> _Required work_: All records below are to be set down precisely as written, excluding pictures.

Top of Materials provided

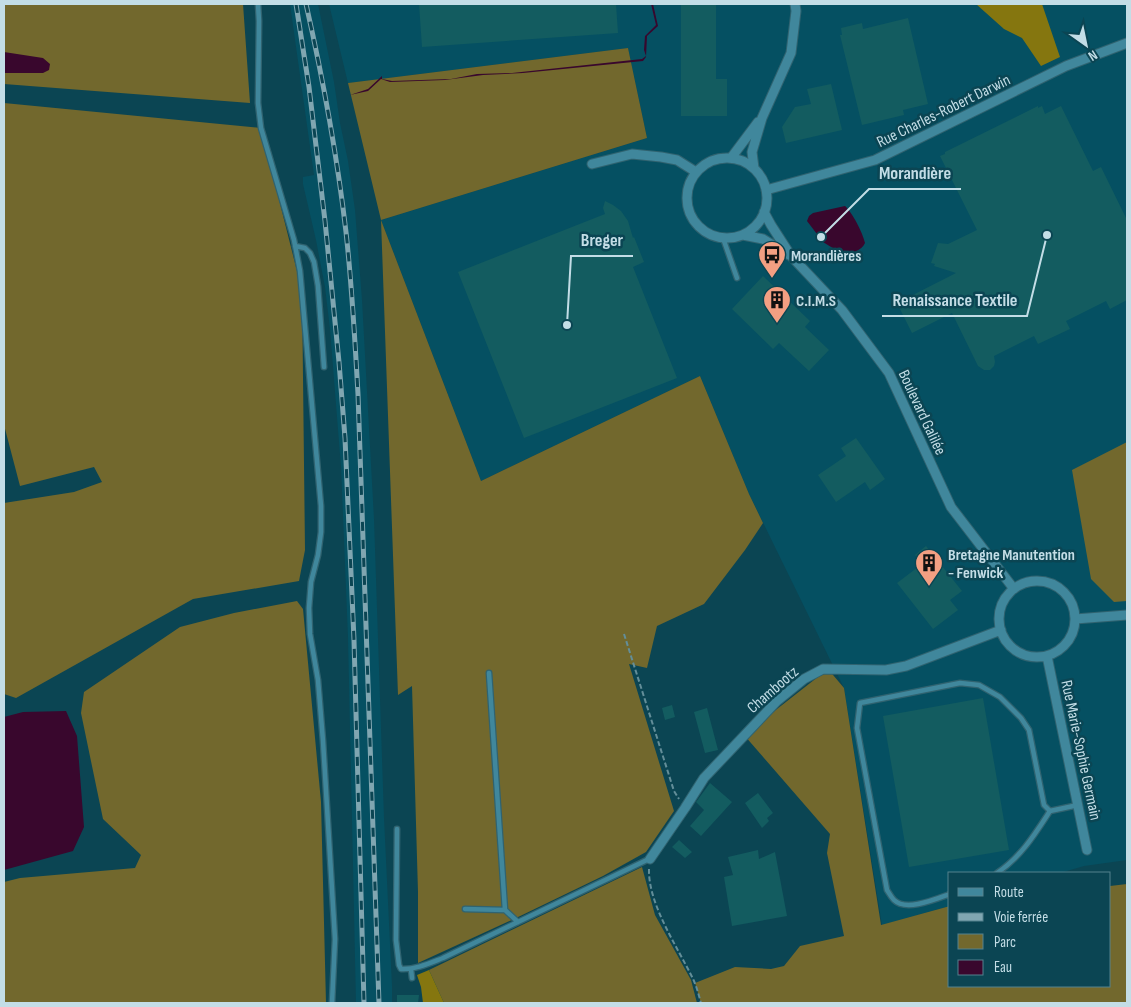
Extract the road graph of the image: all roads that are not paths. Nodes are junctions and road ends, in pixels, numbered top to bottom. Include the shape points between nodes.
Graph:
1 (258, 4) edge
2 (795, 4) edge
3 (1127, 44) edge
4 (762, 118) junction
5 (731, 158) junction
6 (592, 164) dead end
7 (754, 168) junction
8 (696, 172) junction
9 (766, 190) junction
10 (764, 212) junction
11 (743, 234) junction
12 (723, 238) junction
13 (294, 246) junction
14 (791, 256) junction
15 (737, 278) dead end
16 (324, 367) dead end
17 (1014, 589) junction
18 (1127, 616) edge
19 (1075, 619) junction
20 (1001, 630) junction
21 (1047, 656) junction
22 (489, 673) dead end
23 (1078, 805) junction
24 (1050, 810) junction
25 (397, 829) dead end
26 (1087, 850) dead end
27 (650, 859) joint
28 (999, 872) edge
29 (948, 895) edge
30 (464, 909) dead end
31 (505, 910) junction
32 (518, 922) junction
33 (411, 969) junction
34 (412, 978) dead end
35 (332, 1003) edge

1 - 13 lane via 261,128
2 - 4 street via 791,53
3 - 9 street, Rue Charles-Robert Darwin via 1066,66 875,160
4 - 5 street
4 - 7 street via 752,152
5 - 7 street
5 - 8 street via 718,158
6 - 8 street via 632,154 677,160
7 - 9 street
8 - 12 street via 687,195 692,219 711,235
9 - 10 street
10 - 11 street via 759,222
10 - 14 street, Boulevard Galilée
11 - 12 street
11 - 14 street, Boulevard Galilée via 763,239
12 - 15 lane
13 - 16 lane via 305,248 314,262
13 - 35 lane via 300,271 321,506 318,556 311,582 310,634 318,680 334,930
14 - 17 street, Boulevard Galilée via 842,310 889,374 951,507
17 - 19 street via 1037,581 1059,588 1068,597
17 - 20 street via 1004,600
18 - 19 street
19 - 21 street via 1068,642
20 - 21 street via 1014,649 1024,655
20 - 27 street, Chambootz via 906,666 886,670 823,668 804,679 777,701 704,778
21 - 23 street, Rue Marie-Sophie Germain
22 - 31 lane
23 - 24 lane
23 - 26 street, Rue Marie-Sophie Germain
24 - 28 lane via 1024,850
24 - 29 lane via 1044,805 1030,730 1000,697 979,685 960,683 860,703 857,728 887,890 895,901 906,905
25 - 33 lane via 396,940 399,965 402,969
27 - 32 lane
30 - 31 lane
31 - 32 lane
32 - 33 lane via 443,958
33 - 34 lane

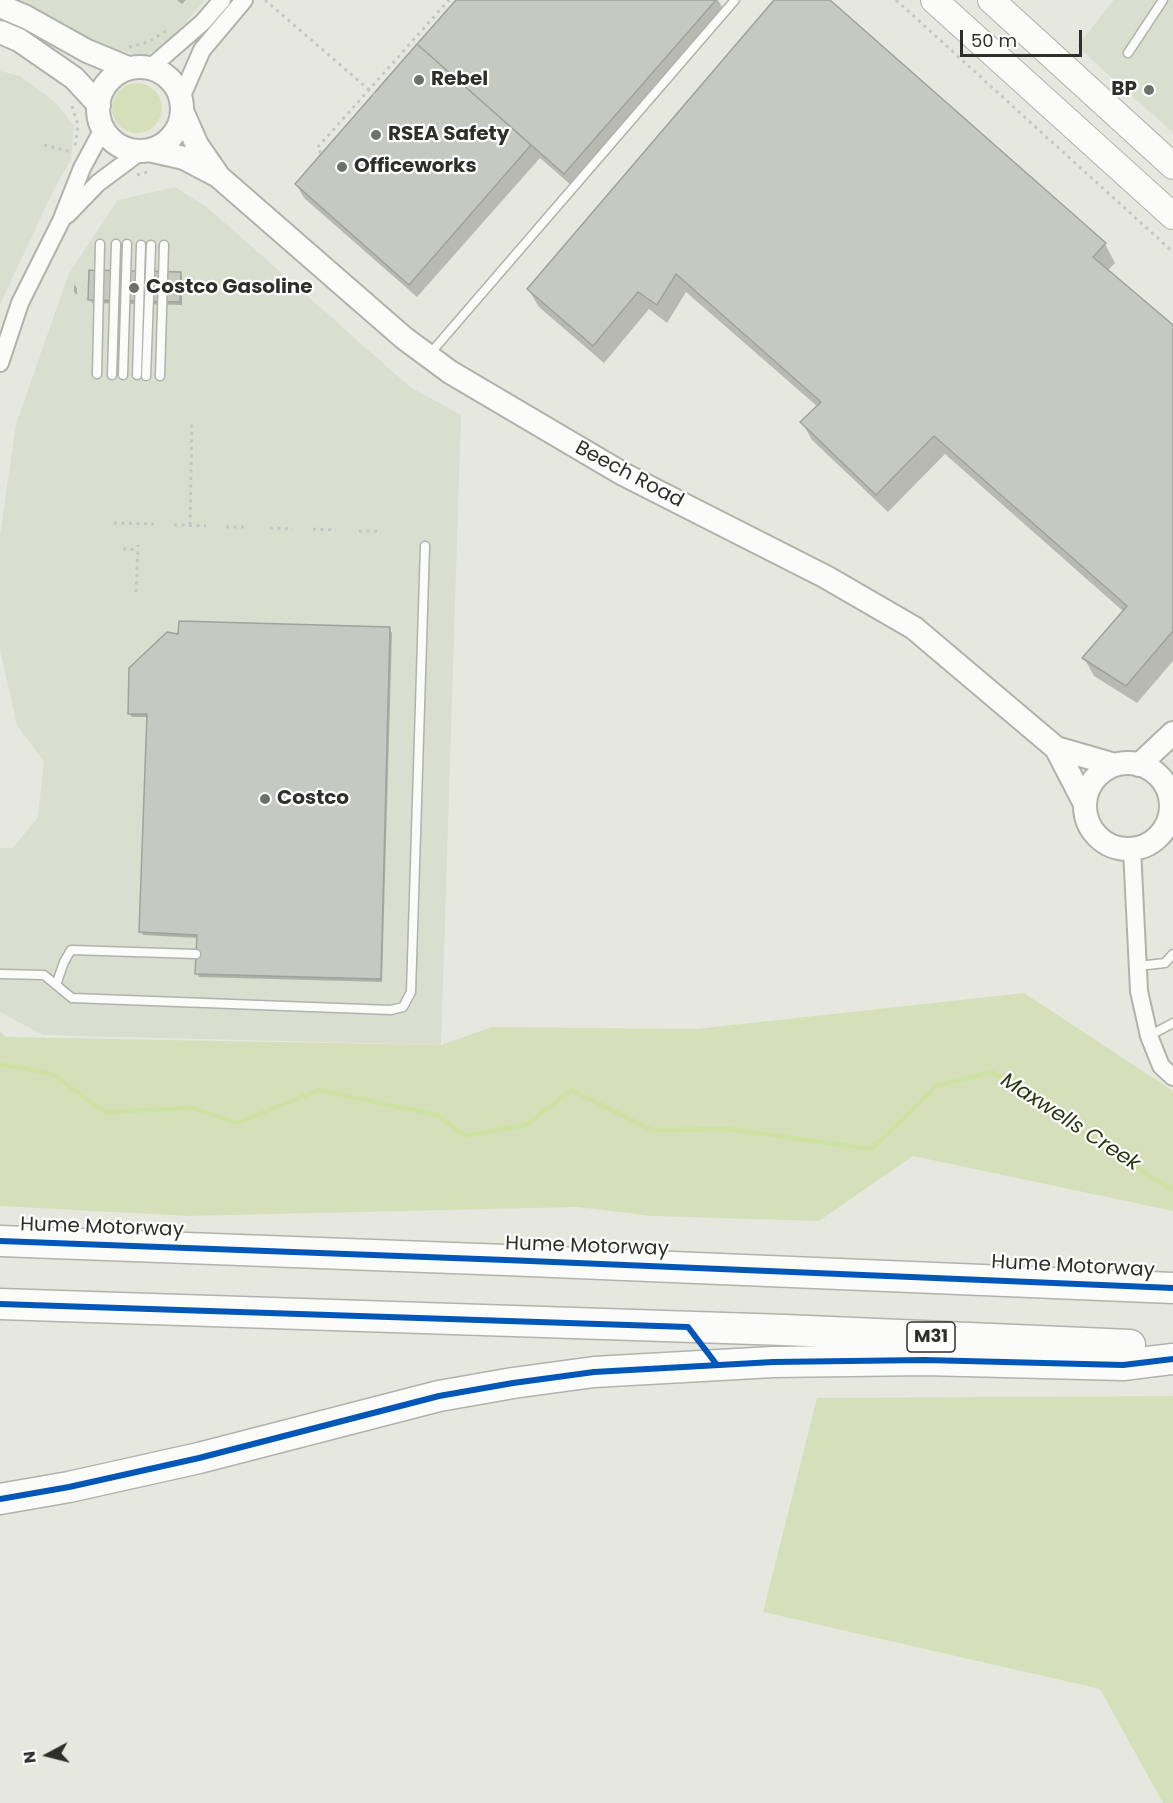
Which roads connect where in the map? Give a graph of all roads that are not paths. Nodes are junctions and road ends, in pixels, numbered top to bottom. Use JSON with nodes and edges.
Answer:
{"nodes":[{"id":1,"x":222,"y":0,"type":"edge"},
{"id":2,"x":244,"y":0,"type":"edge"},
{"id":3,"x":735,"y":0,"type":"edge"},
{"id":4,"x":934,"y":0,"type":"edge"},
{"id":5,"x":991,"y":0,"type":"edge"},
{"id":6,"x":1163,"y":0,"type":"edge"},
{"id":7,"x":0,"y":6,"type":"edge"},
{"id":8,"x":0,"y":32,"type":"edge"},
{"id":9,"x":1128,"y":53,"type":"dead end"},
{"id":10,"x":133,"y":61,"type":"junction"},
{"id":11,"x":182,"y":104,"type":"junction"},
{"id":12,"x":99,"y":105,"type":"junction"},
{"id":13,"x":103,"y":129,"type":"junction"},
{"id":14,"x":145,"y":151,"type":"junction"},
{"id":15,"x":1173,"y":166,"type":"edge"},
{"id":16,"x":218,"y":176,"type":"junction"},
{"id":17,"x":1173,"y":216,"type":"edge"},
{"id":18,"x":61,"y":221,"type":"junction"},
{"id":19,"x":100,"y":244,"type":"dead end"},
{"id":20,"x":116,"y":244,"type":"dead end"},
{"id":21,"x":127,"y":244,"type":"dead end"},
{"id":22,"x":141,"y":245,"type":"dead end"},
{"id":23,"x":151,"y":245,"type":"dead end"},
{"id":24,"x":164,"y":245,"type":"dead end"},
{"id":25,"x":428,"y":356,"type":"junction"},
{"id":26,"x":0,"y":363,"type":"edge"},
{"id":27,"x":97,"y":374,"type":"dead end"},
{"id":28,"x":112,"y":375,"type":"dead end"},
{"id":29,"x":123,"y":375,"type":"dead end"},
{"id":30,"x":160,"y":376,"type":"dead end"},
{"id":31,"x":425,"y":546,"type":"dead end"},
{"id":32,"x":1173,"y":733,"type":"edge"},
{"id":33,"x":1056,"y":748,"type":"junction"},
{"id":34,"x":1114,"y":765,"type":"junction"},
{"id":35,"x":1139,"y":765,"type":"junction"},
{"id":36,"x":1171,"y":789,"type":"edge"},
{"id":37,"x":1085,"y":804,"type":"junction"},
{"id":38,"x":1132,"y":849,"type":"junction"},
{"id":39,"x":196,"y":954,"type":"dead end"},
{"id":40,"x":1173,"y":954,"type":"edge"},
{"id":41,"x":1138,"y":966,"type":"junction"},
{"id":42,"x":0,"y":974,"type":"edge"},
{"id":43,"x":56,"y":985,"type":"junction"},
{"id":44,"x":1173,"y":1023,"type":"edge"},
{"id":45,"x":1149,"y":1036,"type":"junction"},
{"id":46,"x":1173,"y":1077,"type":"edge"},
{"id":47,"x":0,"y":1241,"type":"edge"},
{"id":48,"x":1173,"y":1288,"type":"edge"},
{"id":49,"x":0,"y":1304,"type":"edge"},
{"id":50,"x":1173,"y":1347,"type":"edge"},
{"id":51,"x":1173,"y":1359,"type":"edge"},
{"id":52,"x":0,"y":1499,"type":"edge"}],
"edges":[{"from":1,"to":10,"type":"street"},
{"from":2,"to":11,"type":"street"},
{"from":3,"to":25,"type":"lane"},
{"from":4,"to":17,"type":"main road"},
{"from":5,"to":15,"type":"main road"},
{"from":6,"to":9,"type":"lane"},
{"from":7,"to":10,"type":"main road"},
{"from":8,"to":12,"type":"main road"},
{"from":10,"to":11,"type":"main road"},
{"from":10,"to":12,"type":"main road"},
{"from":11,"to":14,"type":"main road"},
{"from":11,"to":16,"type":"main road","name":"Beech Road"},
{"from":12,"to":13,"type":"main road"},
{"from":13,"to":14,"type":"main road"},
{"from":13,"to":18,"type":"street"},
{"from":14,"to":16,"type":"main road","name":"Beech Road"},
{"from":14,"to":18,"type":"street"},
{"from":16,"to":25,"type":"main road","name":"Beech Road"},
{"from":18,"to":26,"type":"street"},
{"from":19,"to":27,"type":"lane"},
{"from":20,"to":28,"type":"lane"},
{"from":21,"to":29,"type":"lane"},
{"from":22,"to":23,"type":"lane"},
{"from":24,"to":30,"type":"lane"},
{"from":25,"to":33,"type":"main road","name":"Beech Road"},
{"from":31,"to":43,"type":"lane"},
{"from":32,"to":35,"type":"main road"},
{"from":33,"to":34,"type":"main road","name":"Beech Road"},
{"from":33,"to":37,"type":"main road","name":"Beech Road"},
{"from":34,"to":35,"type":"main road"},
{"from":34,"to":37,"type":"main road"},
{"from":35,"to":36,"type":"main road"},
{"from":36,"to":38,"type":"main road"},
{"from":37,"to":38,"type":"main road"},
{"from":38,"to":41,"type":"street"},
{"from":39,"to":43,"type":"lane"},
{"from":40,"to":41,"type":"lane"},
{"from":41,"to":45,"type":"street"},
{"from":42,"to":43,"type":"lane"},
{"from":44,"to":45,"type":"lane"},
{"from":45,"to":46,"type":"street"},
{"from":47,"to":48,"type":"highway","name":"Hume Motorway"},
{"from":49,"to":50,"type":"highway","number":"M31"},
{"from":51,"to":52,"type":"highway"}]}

Bottom of Materials provided

> _Task response_:
Extract the road graph of the image: all roads that are not paths. Nodes are junctions and road ends, in pixels, numbered top to bottom. Include the shape points between nodes.
Graph:
1 (258, 4) edge
2 (795, 4) edge
3 (1127, 44) edge
4 (762, 118) junction
5 (731, 158) junction
6 (592, 164) dead end
7 (754, 168) junction
8 (696, 172) junction
9 (766, 190) junction
10 (764, 212) junction
11 (743, 234) junction
12 (723, 238) junction
13 (294, 246) junction
14 (791, 256) junction
15 (737, 278) dead end
16 (324, 367) dead end
17 (1014, 589) junction
18 (1127, 616) edge
19 (1075, 619) junction
20 (1001, 630) junction
21 (1047, 656) junction
22 (489, 673) dead end
23 (1078, 805) junction
24 (1050, 810) junction
25 (397, 829) dead end
26 (1087, 850) dead end
27 (650, 859) joint
28 (999, 872) edge
29 (948, 895) edge
30 (464, 909) dead end
31 (505, 910) junction
32 (518, 922) junction
33 (411, 969) junction
34 (412, 978) dead end
35 (332, 1003) edge

1 - 13 lane via 261,128
2 - 4 street via 791,53
3 - 9 street, Rue Charles-Robert Darwin via 1066,66 875,160
4 - 5 street
4 - 7 street via 752,152
5 - 7 street
5 - 8 street via 718,158
6 - 8 street via 632,154 677,160
7 - 9 street
8 - 12 street via 687,195 692,219 711,235
9 - 10 street
10 - 11 street via 759,222
10 - 14 street, Boulevard Galilée
11 - 12 street
11 - 14 street, Boulevard Galilée via 763,239
12 - 15 lane
13 - 16 lane via 305,248 314,262
13 - 35 lane via 300,271 321,506 318,556 311,582 310,634 318,680 334,930
14 - 17 street, Boulevard Galilée via 842,310 889,374 951,507
17 - 19 street via 1037,581 1059,588 1068,597
17 - 20 street via 1004,600
18 - 19 street
19 - 21 street via 1068,642
20 - 21 street via 1014,649 1024,655
20 - 27 street, Chambootz via 906,666 886,670 823,668 804,679 777,701 704,778
21 - 23 street, Rue Marie-Sophie Germain
22 - 31 lane
23 - 24 lane
23 - 26 street, Rue Marie-Sophie Germain
24 - 28 lane via 1024,850
24 - 29 lane via 1044,805 1030,730 1000,697 979,685 960,683 860,703 857,728 887,890 895,901 906,905
25 - 33 lane via 396,940 399,965 402,969
27 - 32 lane
30 - 31 lane
31 - 32 lane
32 - 33 lane via 443,958
33 - 34 lane

Which roads connect where in the map? Give a graph of all roads that are not paths. Nodes are junctions and road ends, in pixels, numbered top to bottom. Use JSON with nodes and edges.
Answer:
{"nodes":[{"id":1,"x":222,"y":0,"type":"edge"},
{"id":2,"x":244,"y":0,"type":"edge"},
{"id":3,"x":735,"y":0,"type":"edge"},
{"id":4,"x":934,"y":0,"type":"edge"},
{"id":5,"x":991,"y":0,"type":"edge"},
{"id":6,"x":1163,"y":0,"type":"edge"},
{"id":7,"x":0,"y":6,"type":"edge"},
{"id":8,"x":0,"y":32,"type":"edge"},
{"id":9,"x":1128,"y":53,"type":"dead end"},
{"id":10,"x":133,"y":61,"type":"junction"},
{"id":11,"x":182,"y":104,"type":"junction"},
{"id":12,"x":99,"y":105,"type":"junction"},
{"id":13,"x":103,"y":129,"type":"junction"},
{"id":14,"x":145,"y":151,"type":"junction"},
{"id":15,"x":1173,"y":166,"type":"edge"},
{"id":16,"x":218,"y":176,"type":"junction"},
{"id":17,"x":1173,"y":216,"type":"edge"},
{"id":18,"x":61,"y":221,"type":"junction"},
{"id":19,"x":100,"y":244,"type":"dead end"},
{"id":20,"x":116,"y":244,"type":"dead end"},
{"id":21,"x":127,"y":244,"type":"dead end"},
{"id":22,"x":141,"y":245,"type":"dead end"},
{"id":23,"x":151,"y":245,"type":"dead end"},
{"id":24,"x":164,"y":245,"type":"dead end"},
{"id":25,"x":428,"y":356,"type":"junction"},
{"id":26,"x":0,"y":363,"type":"edge"},
{"id":27,"x":97,"y":374,"type":"dead end"},
{"id":28,"x":112,"y":375,"type":"dead end"},
{"id":29,"x":123,"y":375,"type":"dead end"},
{"id":30,"x":160,"y":376,"type":"dead end"},
{"id":31,"x":425,"y":546,"type":"dead end"},
{"id":32,"x":1173,"y":733,"type":"edge"},
{"id":33,"x":1056,"y":748,"type":"junction"},
{"id":34,"x":1114,"y":765,"type":"junction"},
{"id":35,"x":1139,"y":765,"type":"junction"},
{"id":36,"x":1171,"y":789,"type":"edge"},
{"id":37,"x":1085,"y":804,"type":"junction"},
{"id":38,"x":1132,"y":849,"type":"junction"},
{"id":39,"x":196,"y":954,"type":"dead end"},
{"id":40,"x":1173,"y":954,"type":"edge"},
{"id":41,"x":1138,"y":966,"type":"junction"},
{"id":42,"x":0,"y":974,"type":"edge"},
{"id":43,"x":56,"y":985,"type":"junction"},
{"id":44,"x":1173,"y":1023,"type":"edge"},
{"id":45,"x":1149,"y":1036,"type":"junction"},
{"id":46,"x":1173,"y":1077,"type":"edge"},
{"id":47,"x":0,"y":1241,"type":"edge"},
{"id":48,"x":1173,"y":1288,"type":"edge"},
{"id":49,"x":0,"y":1304,"type":"edge"},
{"id":50,"x":1173,"y":1347,"type":"edge"},
{"id":51,"x":1173,"y":1359,"type":"edge"},
{"id":52,"x":0,"y":1499,"type":"edge"}],
"edges":[{"from":1,"to":10,"type":"street"},
{"from":2,"to":11,"type":"street"},
{"from":3,"to":25,"type":"lane"},
{"from":4,"to":17,"type":"main road"},
{"from":5,"to":15,"type":"main road"},
{"from":6,"to":9,"type":"lane"},
{"from":7,"to":10,"type":"main road"},
{"from":8,"to":12,"type":"main road"},
{"from":10,"to":11,"type":"main road"},
{"from":10,"to":12,"type":"main road"},
{"from":11,"to":14,"type":"main road"},
{"from":11,"to":16,"type":"main road","name":"Beech Road"},
{"from":12,"to":13,"type":"main road"},
{"from":13,"to":14,"type":"main road"},
{"from":13,"to":18,"type":"street"},
{"from":14,"to":16,"type":"main road","name":"Beech Road"},
{"from":14,"to":18,"type":"street"},
{"from":16,"to":25,"type":"main road","name":"Beech Road"},
{"from":18,"to":26,"type":"street"},
{"from":19,"to":27,"type":"lane"},
{"from":20,"to":28,"type":"lane"},
{"from":21,"to":29,"type":"lane"},
{"from":22,"to":23,"type":"lane"},
{"from":24,"to":30,"type":"lane"},
{"from":25,"to":33,"type":"main road","name":"Beech Road"},
{"from":31,"to":43,"type":"lane"},
{"from":32,"to":35,"type":"main road"},
{"from":33,"to":34,"type":"main road","name":"Beech Road"},
{"from":33,"to":37,"type":"main road","name":"Beech Road"},
{"from":34,"to":35,"type":"main road"},
{"from":34,"to":37,"type":"main road"},
{"from":35,"to":36,"type":"main road"},
{"from":36,"to":38,"type":"main road"},
{"from":37,"to":38,"type":"main road"},
{"from":38,"to":41,"type":"street"},
{"from":39,"to":43,"type":"lane"},
{"from":40,"to":41,"type":"lane"},
{"from":41,"to":45,"type":"street"},
{"from":42,"to":43,"type":"lane"},
{"from":44,"to":45,"type":"lane"},
{"from":45,"to":46,"type":"street"},
{"from":47,"to":48,"type":"highway","name":"Hume Motorway"},
{"from":49,"to":50,"type":"highway","number":"M31"},
{"from":51,"to":52,"type":"highway"}]}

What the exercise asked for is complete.